People have the right to equal protections free from unwarranted prior-restraint. If a person hasn't commited a behavior that warrants there being on NICs list of prohibited purchases, preventing a person from buying a weapon is an act of prior-restraint. That requires a high standard to prevent abuse, I don't think 'an excess of caution" is friendly to that concept.
ancianita
(36,057 posts)The first three chapters lay out the structures and procedures about the Watch Lists.
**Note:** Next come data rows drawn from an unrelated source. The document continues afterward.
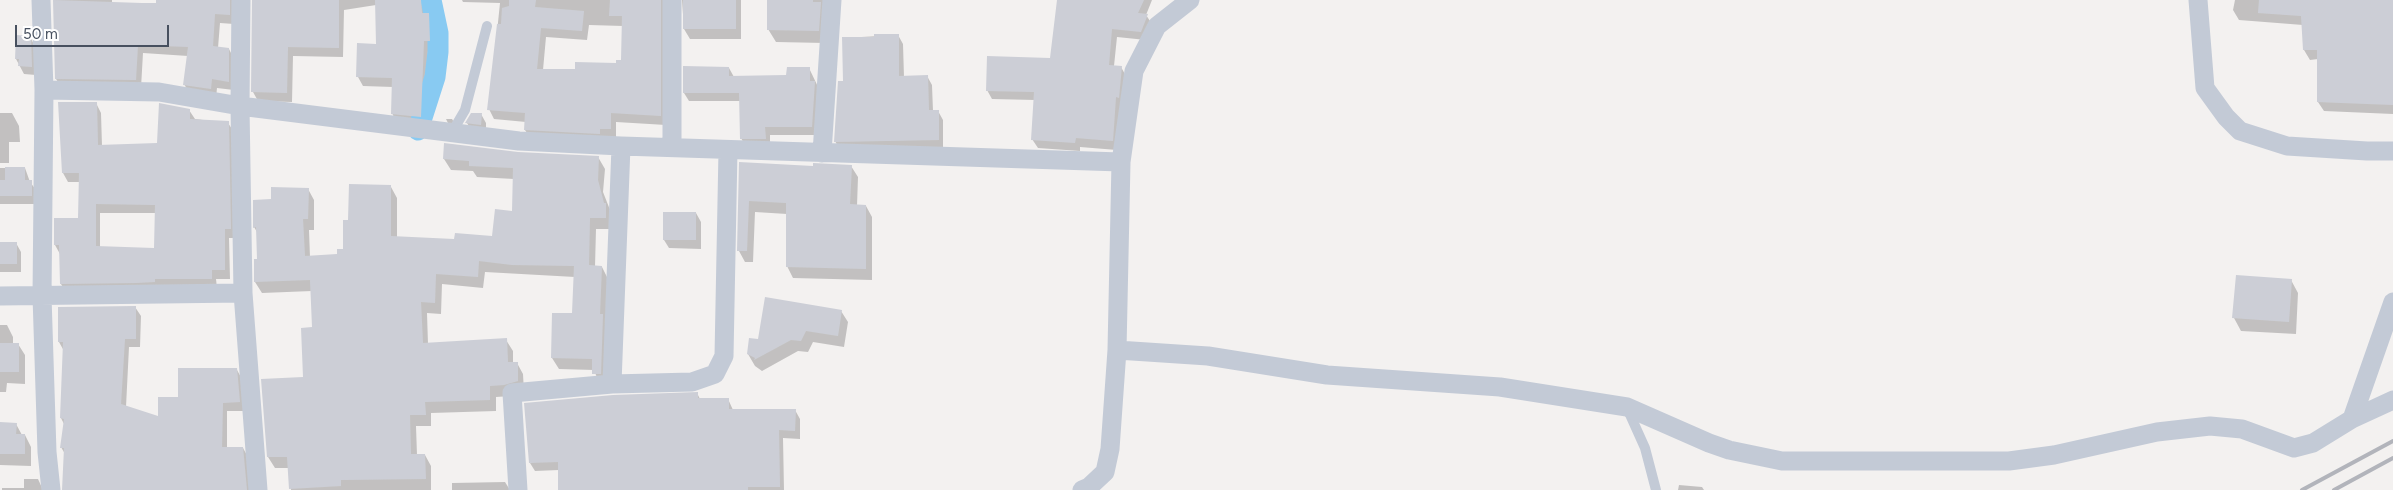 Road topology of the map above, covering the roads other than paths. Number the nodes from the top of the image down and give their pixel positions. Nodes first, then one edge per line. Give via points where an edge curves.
1 (41, 0) edge
2 (242, 0) edge
3 (672, 0) edge
4 (832, 0) edge
5 (2198, 0) edge
6 (1184, 1) edge
7 (487, 26) dead end
8 (44, 90) junction
9 (240, 106) junction
10 (451, 134) junction
11 (621, 146) junction
12 (672, 147) junction
13 (728, 150) junction
14 (2393, 151) edge
15 (822, 153) junction
16 (1121, 162) junction
17 (243, 293) junction
18 (0, 296) edge
19 (42, 296) junction
20 (2393, 302) edge
21 (1117, 350) junction
22 (612, 384) junction
23 (2393, 400) edge
24 (1627, 407) junction
25 (2352, 419) junction
26 (51, 490) edge
27 (258, 490) edge
28 (518, 490) edge
29 (1082, 490) edge
30 (1656, 490) edge

1 - 8 street
2 - 9 street
3 - 12 street
4 - 15 street
5 - 14 street via 2205,88 2240,131 2287,146
6 - 16 street via 1157,26 1134,71
7 - 10 lane via 465,110
8 - 9 street via 159,92
8 - 19 street
9 - 10 street
9 - 17 street
10 - 11 street
11 - 12 street
11 - 22 street
12 - 13 street
13 - 15 street
13 - 22 street via 724,356 715,374 692,382
15 - 16 street
16 - 21 street
17 - 19 street
17 - 27 street
18 - 19 street
19 - 26 street
20 - 25 street
21 - 24 street via 1208,356 1327,375 1500,387
21 - 29 street via 1110,449 1105,472
22 - 28 street via 512,392
23 - 25 street
24 - 25 street via 1729,450 1782,461 2008,461 2054,455 2157,432 2210,426 2242,429 2294,448 2313,443
24 - 30 lane via 1645,448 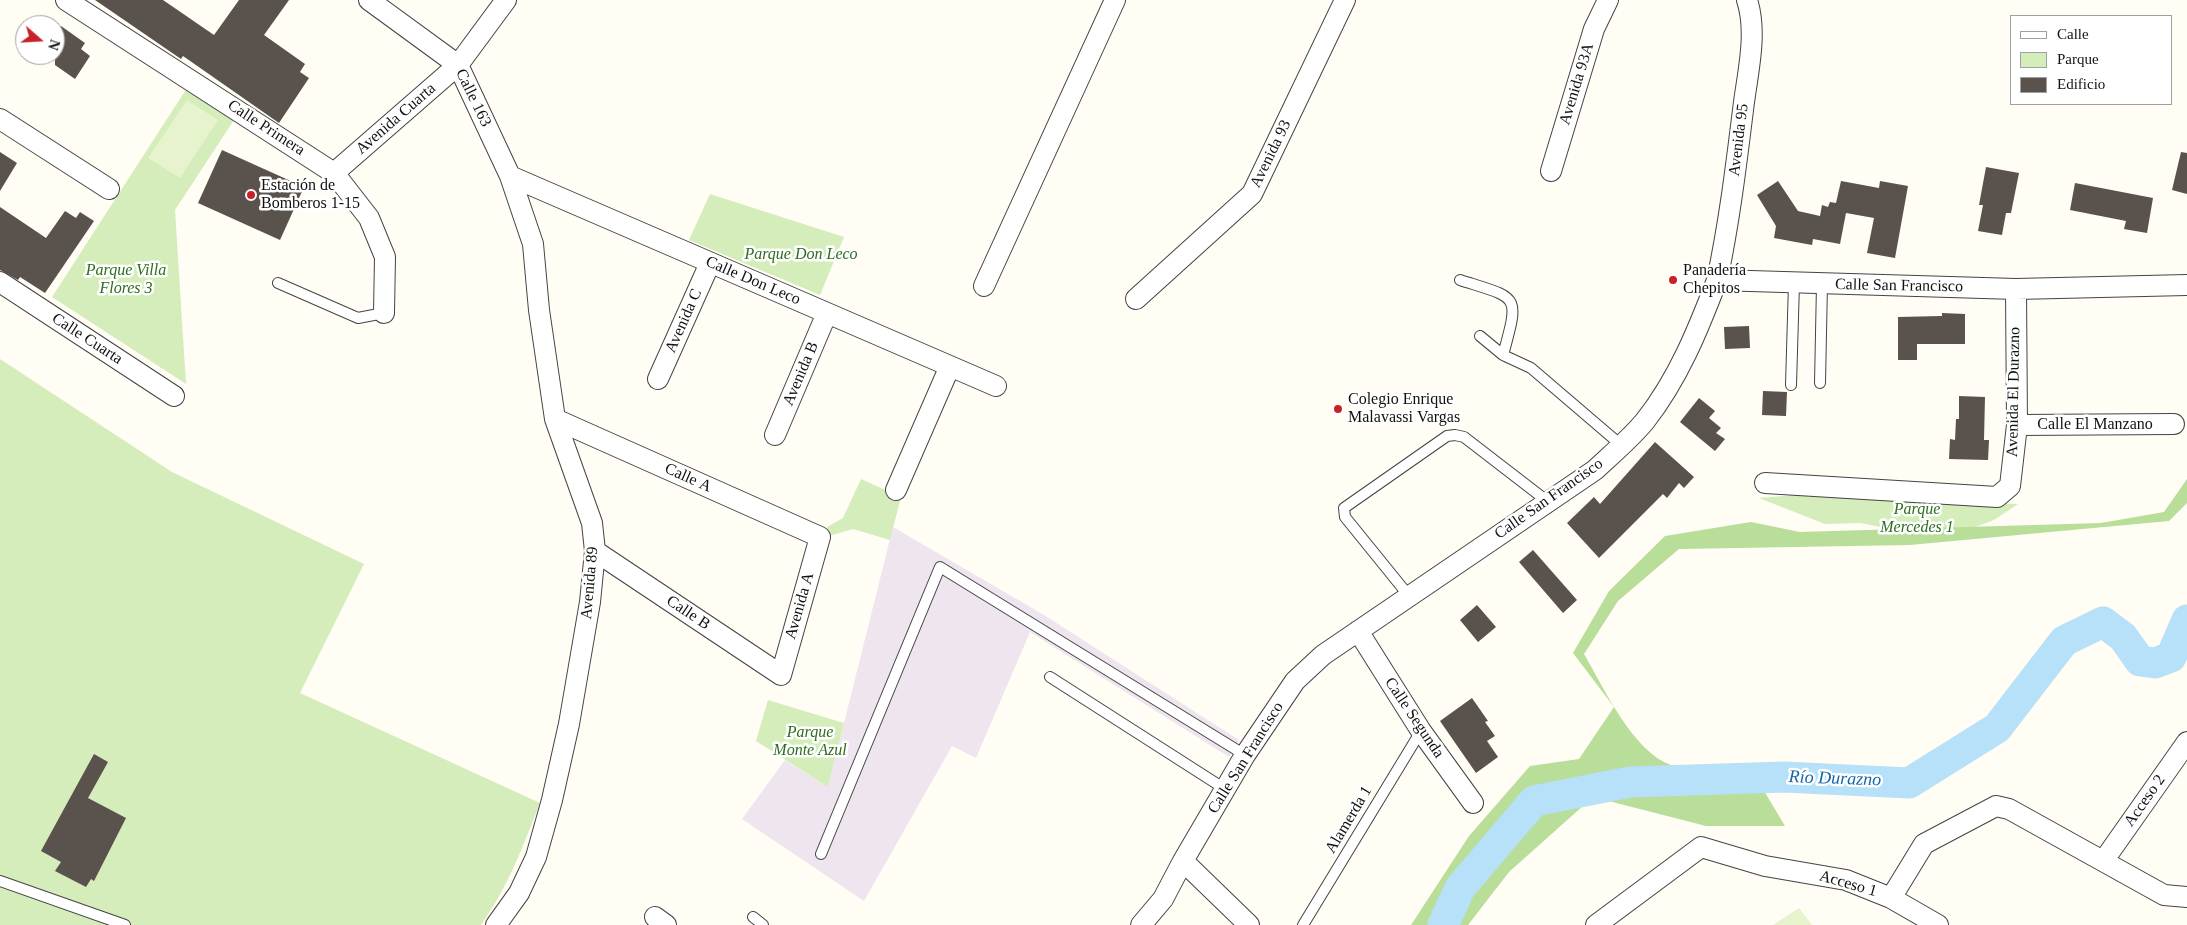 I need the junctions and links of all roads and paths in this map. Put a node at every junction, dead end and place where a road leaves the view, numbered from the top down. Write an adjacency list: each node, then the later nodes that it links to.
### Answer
1 (66, 0): 11 (street, Calle Primera)
2 (369, 0): 8 (street, Calle 163)
3 (506, 0): 8 (street, Avenida Cuarta)
4 (1115, 0): 22 (street)
5 (1345, 0): 24 (street, Avenida 93)
6 (1608, 0): 10 (street, Avenida 93A)
7 (1747, 0): 16 (street, Avenida 95)
8 (458, 65): 11 (street, Avenida Cuarta); 12 (street, Calle 163)
9 (0, 119): 13 (street)
10 (1551, 171)
11 (334, 173): 25 (street, Calle Primera)
12 (510, 176): 14 (street, Calle Don Leco); 35 (street, Avenida 89)
13 (109, 189)
14 (710, 263): 26 (street, Calle Don Leco); 30 (street, Avenida C)
15 (1460, 280): 28 (lane)
16 (1717, 280): 19 (street, Calle San Francisco); 39 (street, Calle San Francisco)
17 (0, 282): 34 (street, Calle Cuarta)
18 (278, 282): 25 (lane)
19 (1794, 283): 20 (street, Calle San Francisco); 32 (lane)
20 (1822, 284): 23 (street, Calle San Francisco); 31 (lane)
21 (2187, 285): 23 (street, Calle San Francisco)
22 (984, 286)
23 (2016, 289): 37 (street, Avenida El Durazno)
24 (1136, 299)
25 (384, 313)
26 (828, 313): 29 (street, Calle Don Leco); 38 (street, Avenida B)
27 (1480, 336): 28 (lane)
28 (1503, 355): 39 (lane)
29 (950, 366): 33 (street, Calle Don Leco); 41 (street)
30 (658, 379)
31 (1820, 383)
32 (1791, 385)
33 (996, 386)
34 (174, 396)
35 (555, 419): 43 (street, Calle A); 44 (street, Avenida 89)
36 (2174, 424): 37 (street, Calle El Manzano)
37 (2017, 425): 40 (street, Avenida El Durazno)
38 (775, 435)
39 (1621, 445): 42 (street, Calle San Francisco)
40 (1765, 483)
41 (896, 490)
42 (1547, 501): 45 (street, Calle San Francisco); 45 (lane)
43 (820, 537): 47 (street, Avenida A)
44 (595, 551): 47 (street, Calle B); 62 (street, Avenida 89)
45 (1409, 596): 46 (street, Calle San Francisco)
46 (1358, 631): 49 (street, Calle Segunda); 51 (street, Calle San Francisco)
47 (781, 675)
48 (1050, 677): 52 (lane)
49 (1421, 731): 53 (street, Calle Segunda); 66 (lane, Alamerda 1)
50 (2187, 742): 55 (street, Acceso 2)
51 (1245, 755): 52 (street, Calle San Francisco); 54 (lane)
52 (1225, 789): 56 (street, Calle San Francisco)
53 (1473, 803)
54 (821, 854)
55 (2104, 860): 58 (street, Acceso 1); 59 (street, Acceso 1)
56 (1183, 861): 64 (street, Calle San Francisco); 65 (street)
57 (0, 881): 61 (lane)
58 (2187, 897)
59 (1892, 898): 67 (street, Acceso 1); 68 (street)
60 (753, 917): 63 (lane)
61 (125, 925)
62 (496, 925)
63 (763, 925)
64 (1141, 925)
65 (1249, 925)
66 (1303, 925)
67 (1596, 925)
68 (1938, 925)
The whole book is quite detailed and eye-opening.
The 19 agency list that contains classified info, also lists 21,000 Americans out of over 1 million people, is called the TIDE Watchlist.
That broad list is the source of other lists -- the no-fly list, the FBI's Terrorist Screening Database, TSDB.
All lists originate by a Nominating Agency, which can use basic Internet info, state ID's and biometric evidence to identify people based on 'reasonable suspicion' criteria that those people's communications, travel and actions give them.
pipoman
(16,038 posts)Or constitutional...
Just reading posts
(688 posts)Duckhunter935
(16,974 posts)No due process, innocent until proven guilty, how democratic, just saying
It's been a year, how many have committed mass murder with those weapons?
Lee-Lee
(6,324 posts)Just saying you can't buy a gun because somehow your name ended up on the list sets a very dangerous precident.
What other rights are you willing to deny based on someone putting your name on a list without an clue how? What if states establish a "voter fraud watch list" and put any person on they suspect may possibly somehow be connected with voter fraud.
When a person is banned from buying a firearm due to mental disability there was a legal process that adjudicated them a mental defective. It varies depending on state and how it's initiated, but in every instance they are given notice and have a right to present a defense if they wish and also to appeal.
If the people on a watch list are so dangerous buying a gun should be barred than establish that same sort of procedure if there is no crime they have committed you can charge them with.
greymattermom
(5,754 posts)If you are approved to buy a gun, you can't be on the terror watch list. That might make some people think again.